La crisis energética en Cuba ha dejado de ser un episodio esporádico para convertirse en un drama cotidiano que refleja, sin maquillajes, la incapacidad del gobierno para ofrecer soluciones reales a la población.
Los apagones, cada vez más largos e imprevisibles, superan incluso las cifras que la propia Unión Eléctrica (UNE) publica en sus partes oficiales, revelando un colapso en cámara lenta de todo el sistema eléctrico nacional.
Este miércoles, el balance inicial ya mostraba la magnitud del desastre: a las 6:00 am, la disponibilidad del SEN era de apenas 2.010 MW frente a una demanda de 2.920 MW, lo que significaba un déficit inmediato de 950 MW. Las previsiones para el horario pico auguraban una afectación de 1.710 MW, prácticamente una sentencia de apagón nacional.
La Habana, históricamente protegida por su condición de capital, tampoco escapó a la debacle: sufrió cortes de hasta ocho horas, con afectaciones máximas de 173 MW. Si ni siquiera los llamados “bloques priorizados” reciben electricidad estable, el mensaje es claro: no existe control ni capacidad de respuesta.

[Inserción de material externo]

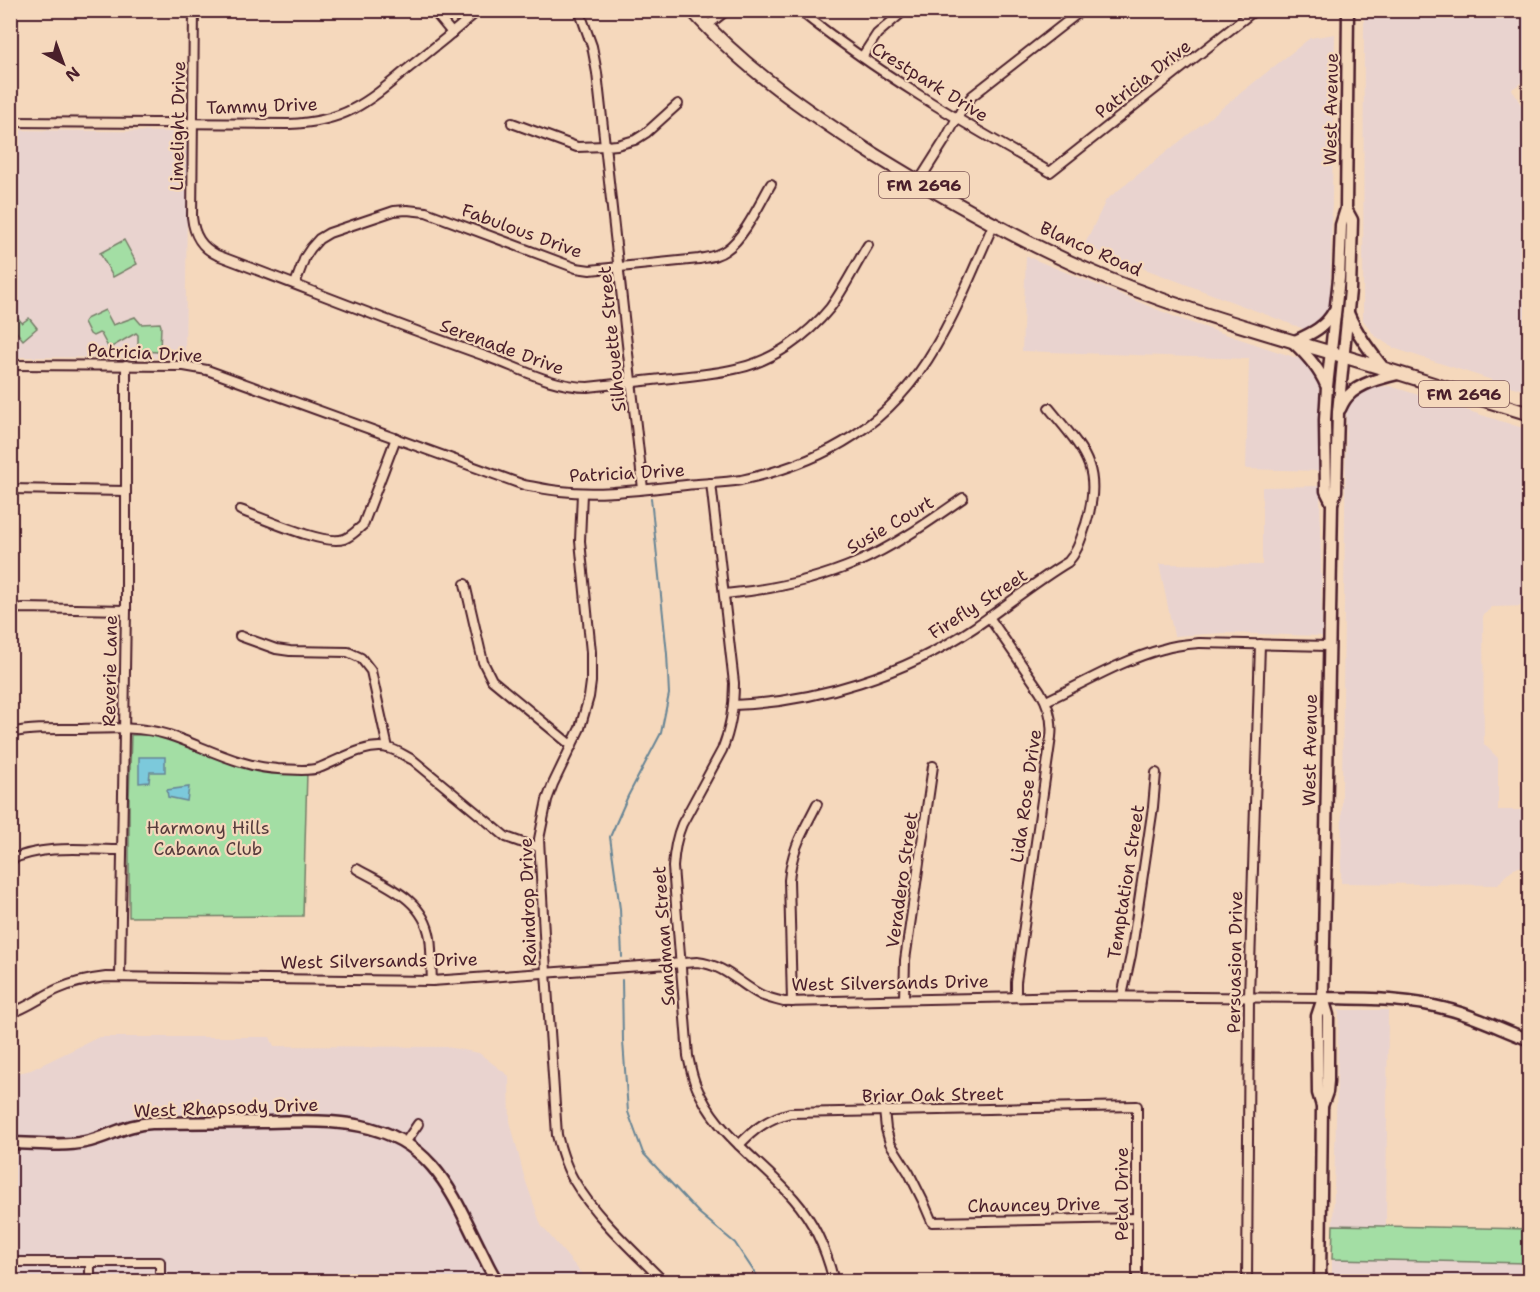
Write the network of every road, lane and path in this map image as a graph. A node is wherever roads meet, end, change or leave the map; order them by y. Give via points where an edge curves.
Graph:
1 (194, 10) edge
2 (433, 10) edge
3 (479, 10) edge
4 (579, 10) edge
5 (692, 10) edge
6 (727, 10) edge
7 (799, 10) edge
8 (905, 10) edge
9 (1082, 10) edge
10 (1255, 10) edge
11 (1348, 10) edge
12 (707, 26) junction
13 (452, 33) junction
14 (862, 57) junction
15 (678, 105) dead end
16 (956, 119) junction
17 (10, 122) edge
18 (194, 123) junction
19 (512, 123) dead end
20 (606, 146) junction
21 (1050, 172) joint
22 (919, 182) junction
23 (771, 184) dead end
24 (1346, 209) junction
25 (994, 224) junction
26 (198, 240) joint
27 (868, 245) dead end
28 (620, 268) junction
29 (295, 284) junction
30 (1335, 309) junction
31 (1348, 312) junction
32 (1293, 342) junction
33 (1337, 355) junction
34 (10, 365) edge
35 (126, 365) junction
36 (1391, 372) junction
37 (630, 382) junction
38 (1327, 387) junction
39 (1048, 408) dead end
40 (1338, 412) junction
41 (1530, 414) edge
42 (396, 438) junction
43 (711, 483) junction
44 (10, 489) edge
45 (643, 489) junction
46 (126, 491) junction
47 (582, 493) junction
48 (963, 498) dead end
49 (1332, 503) junction
50 (240, 510) dead end
51 (465, 584) dead end
52 (724, 594) junction
53 (10, 609) edge
54 (126, 610) junction
55 (989, 617) junction
56 (240, 636) dead end
57 (1260, 644) junction
58 (1328, 646) junction
59 (1046, 701) junction
60 (734, 705) junction
61 (123, 728) junction
62 (10, 733) edge
63 (572, 746) junction
64 (388, 748) junction
65 (933, 766) dead end
66 (1156, 773) dead end
67 (817, 804) dead end
68 (539, 847) junction
69 (122, 850) junction
70 (10, 860) edge
71 (357, 869) dead end
72 (681, 963) junction
73 (546, 972) junction
74 (120, 977) junction
75 (432, 981) junction
76 (1122, 996) junction
77 (1016, 997) junction
78 (1249, 997) junction
79 (1323, 998) junction
80 (904, 999) junction
81 (792, 1002) junction
82 (10, 1014) edge
83 (1530, 1040) edge
84 (1137, 1106) joint
85 (884, 1110) junction
86 (418, 1124) dead end
87 (10, 1143) edge
88 (405, 1143) junction
89 (739, 1144) junction
90 (1137, 1218) junction
91 (10, 1262) edge
92 (90, 1263) junction
93 (493, 1280) edge
94 (90, 1281) edge
95 (160, 1281) edge
96 (664, 1281) edge
97 (834, 1281) edge
98 (1137, 1281) edge
99 (1247, 1281) edge
100 (1320, 1281) edge

1 - 18 street, Limelight Drive
2 - 13 street
3 - 13 street, Tammy Drive
4 - 20 street, Silhouette Street via 592,46
5 - 12 main road, Blanco Road / FM 2696
6 - 12 street
7 - 14 street, Crestpark Drive
8 - 14 street via 877,34
9 - 16 street via 972,96
10 - 21 street, Patricia Drive
11 - 24 main road, West Avenue
12 - 22 main road, Blanco Road / FM 2696 via 783,92
13 - 18 street, Tammy Drive via 372,99 332,118 289,124
14 - 16 street, Crestpark Drive
15 - 20 street via 635,140
16 - 21 street, Crestpark Drive
16 - 22 street
17 - 18 street, Tammy Drive
18 - 26 street, Limelight Drive via 192,217
19 - 20 street via 577,147
20 - 28 street, Silhouette Street
22 - 25 main road, Blanco Road / FM 2696
23 - 28 street, Fabulous Drive via 742,234 716,256
24 - 30 main road, West Avenue via 1341,225
24 - 31 main road, West Avenue via 1352,220
25 - 32 main road, Blanco Road / FM 2696 via 1117,282
25 - 43 street, Patricia Drive via 935,348 904,391 868,426 849,440 793,466
26 - 29 street, Serenade Drive via 210,252
27 - 37 street, Serenade Drive via 825,314 807,332 771,356 710,374
28 - 29 street, Fabulous Drive via 576,268 426,212 407,210 394,211 319,239 305,257
28 - 37 street, Silhouette Street
29 - 37 street, Serenade Drive via 551,381 572,387
30 - 32 main road via 1323,326
30 - 33 main road, West Avenue
31 - 33 main road, West Avenue
31 - 36 main road via 1363,341
32 - 33 main road, Blanco Road / FM 2696
32 - 38 main road via 1315,365
33 - 36 main road, Blanco Road / FM 2696
33 - 38 main road, West Avenue
33 - 40 main road, West Avenue
34 - 35 street, Patricia Drive
35 - 42 street, Patricia Drive via 207,370
35 - 46 street, Reverie Lane
36 - 40 main road via 1347,397
36 - 41 main road, Blanco Road / FM 2696
37 - 45 street, Silhouette Street
38 - 49 main road, West Avenue via 1326,491
39 - 55 street, Firefly Street via 1087,459 1093,484 1090,510 1078,548 1068,562
40 - 49 main road, West Avenue via 1336,491
42 - 47 street, Patricia Drive via 524,485
42 - 50 street via 363,525 344,539 316,538
43 - 45 street, Patricia Drive
43 - 52 street, Sandman Street
44 - 46 street
45 - 47 street, Patricia Drive
46 - 54 street, Reverie Lane
47 - 63 street, Raindrop Drive via 581,563 592,667 589,698
48 - 52 street, Susie Court via 859,562 804,580
49 - 58 main road, West Avenue
51 - 63 street via 483,662 492,680
52 - 60 street, Sandman Street
53 - 54 street
54 - 61 street, Reverie Lane
55 - 59 street, Lida Rose Drive
55 - 60 street, Firefly Street via 913,662 867,680 830,691
56 - 64 street via 276,649 348,652 361,658 371,671
57 - 58 street
57 - 59 street via 1200,643 1163,648
57 - 78 street, Persuasion Drive
58 - 79 main road, West Avenue
59 - 77 street, Lida Rose Drive via 1051,737
60 - 72 street, Sandman Street via 722,750 682,824 676,843 673,867
61 - 62 street
61 - 64 street via 155,731 268,768 317,768 371,748
61 - 69 street, Reverie Lane
63 - 68 street, Raindrop Drive via 547,800
64 - 68 street via 413,760 506,837
65 - 80 street, Veradero Street via 905,960
66 - 76 street, Temptation Street
67 - 81 street via 791,862
68 - 73 street, Raindrop Drive
69 - 70 street via 40,850
69 - 74 street, Reverie Lane
71 - 75 street via 401,893 423,917 430,939
72 - 73 street, West Silversands Drive
72 - 81 street, West Silversands Drive via 710,963 759,994
72 - 89 street, Sandman Street via 692,1072 708,1109
73 - 75 street, West Silversands Drive
73 - 96 street, Raindrop Drive via 556,1135 561,1153 574,1181 611,1229
74 - 75 street, West Silversands Drive
74 - 82 street, West Silversands Drive via 69,984
76 - 77 street, West Silversands Drive
76 - 78 street, West Silversands Drive
77 - 80 street, West Silversands Drive
78 - 79 street, West Silversands Drive
78 - 99 street, Persuasion Drive
79 - 83 main road, West Silversands Drive via 1413,1002 1479,1018
79 - 100 main road, West Avenue via 1328,1015 1328,1081 1322,1106
80 - 81 street, West Silversands Drive
84 - 85 street, Briar Oak Street
84 - 90 street, Petal Drive
85 - 89 street, Briar Oak Street via 781,1115 759,1126
85 - 90 street, Chauncey Drive via 890,1143 932,1222
86 - 88 street
87 - 88 main road, West Rhapsody Drive via 82,1143 143,1123 327,1121 361,1125
88 - 93 main road, West Rhapsody Drive via 445,1183
89 - 97 street, Sandman Street via 806,1215 825,1252
90 - 98 street, Petal Drive
91 - 92 street
92 - 94 street
92 - 95 street via 160,1262

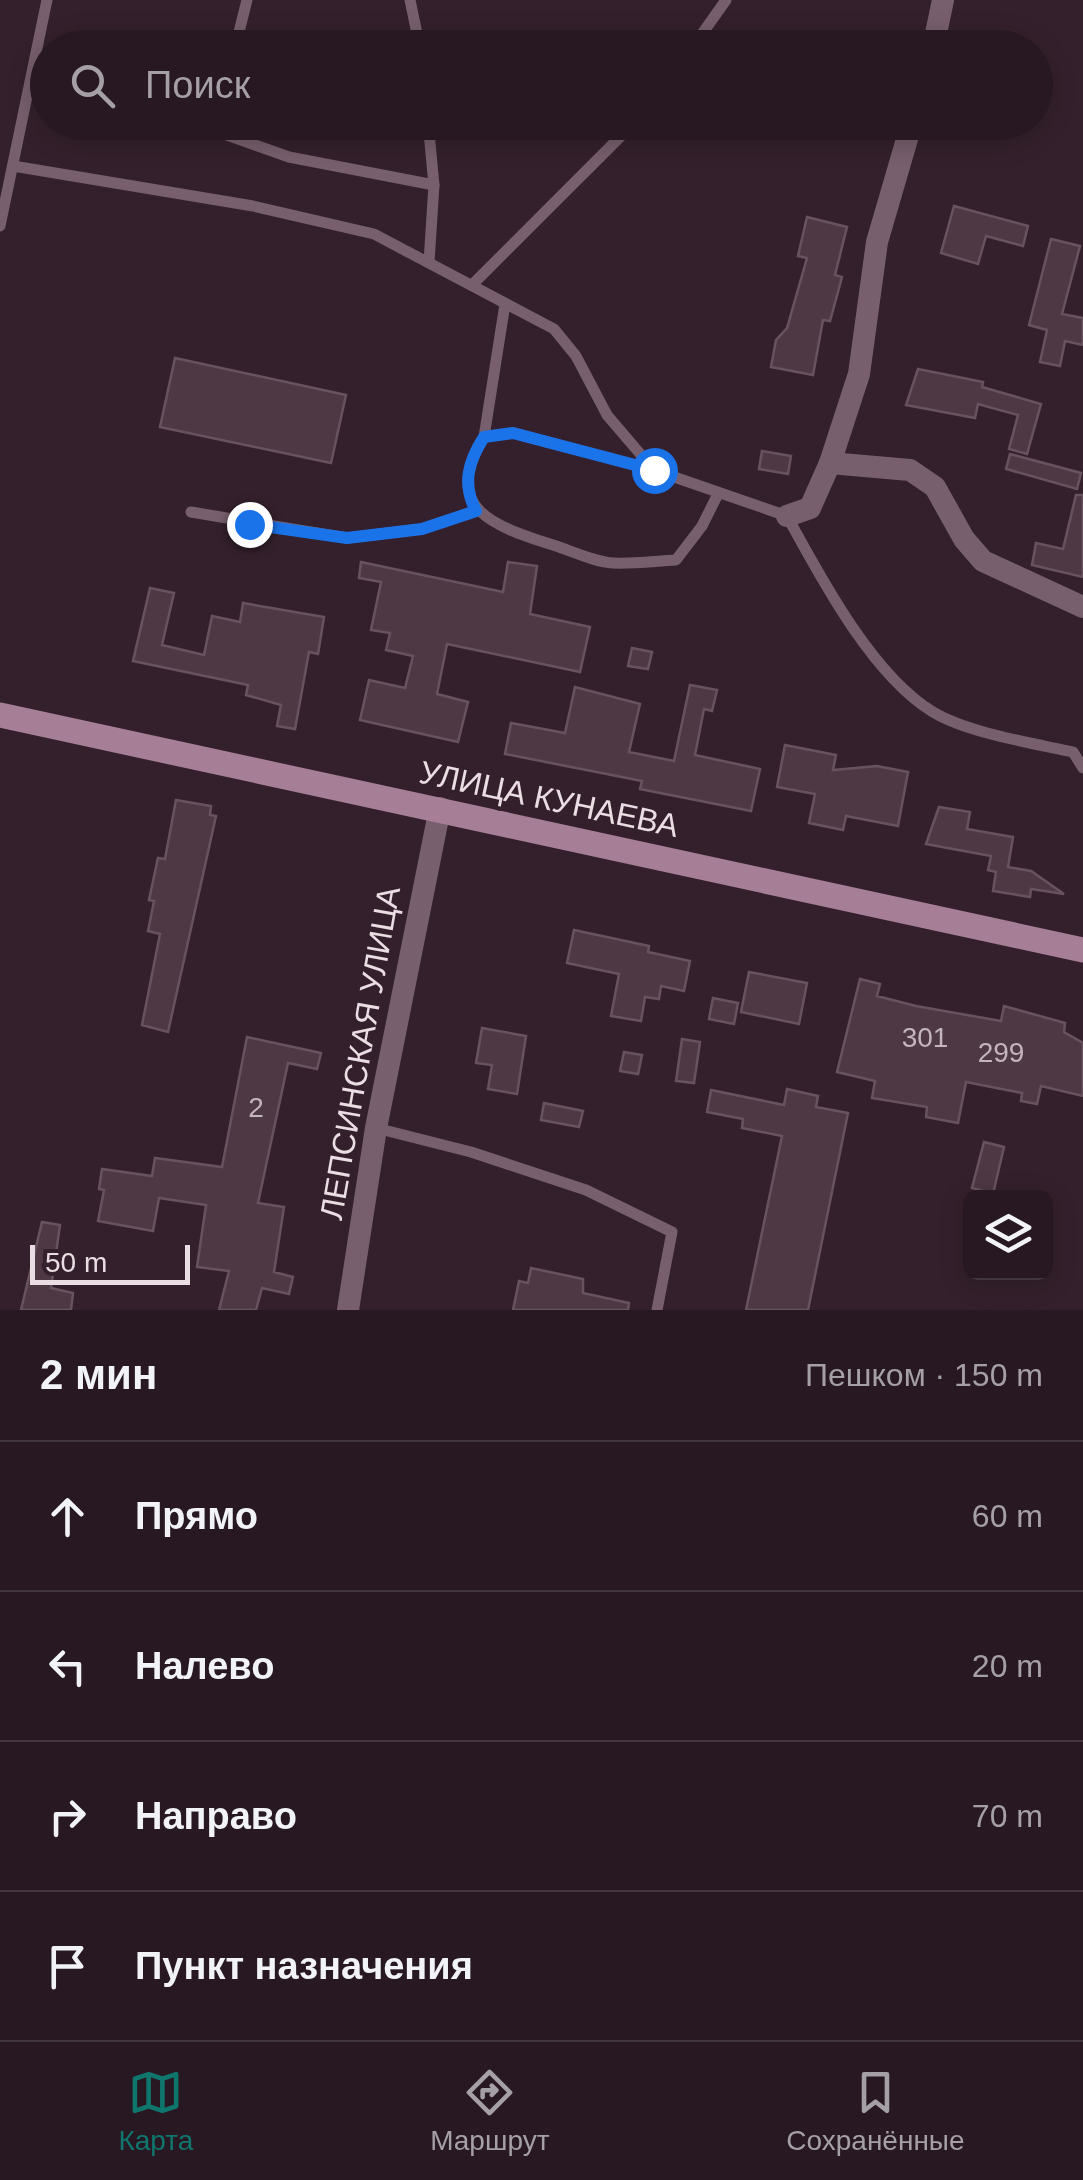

El panorama se agrava con la acumulación de problemas que son de sobra conocidos: termoeléctricas obsoletas, averías constantes, mantenimientos pospuestos y una crónica falta de combustible. A ello se suma la parálisis de 53 centrales de generación distribuida y la indisponibilidad de cientos de megavatios por falta de lubricantes, lo que pone en evidencia no solo limitaciones técnicas, sino también una gestión estatal marcada por la improvisación y la desidia.
El discurso oficial intenta matizar la tragedia destacando el aporte de los 31 parques solares fotovoltaicos, que alcanzaron un máximo de 482 MW al mediodía. Sin embargo, estas cifras son apenas un paliativo frente a una demanda nacional que supera los 3.600 MW en los horarios críticos. El contraste entre la propaganda sobre las energías renovables y la realidad de las calles oscuras resulta un símbolo del divorcio entre el relato gubernamental y la vida de la ciudadanía.
Los efectos de este colapso son devastadores: alimentos que se echan a perder, hospitales obligados a operar con plantas auxiliares, estudiantes que no pueden estudiar en las noches y familias enteras atrapadas en la incertidumbre. La electricidad, más que un servicio, se ha convertido en un privilegio intermitente.
Lejos de reconocer la magnitud del fracaso, el gobierno insiste en culpar factores externos mientras posterga las reformas estructurales necesarias. Pero la verdad es innegable: el sistema eléctrico opera al borde del abismo, y con él, la paciencia de millones de cubanos que sobreviven entre la oscuridad, el calor y la desesperanza.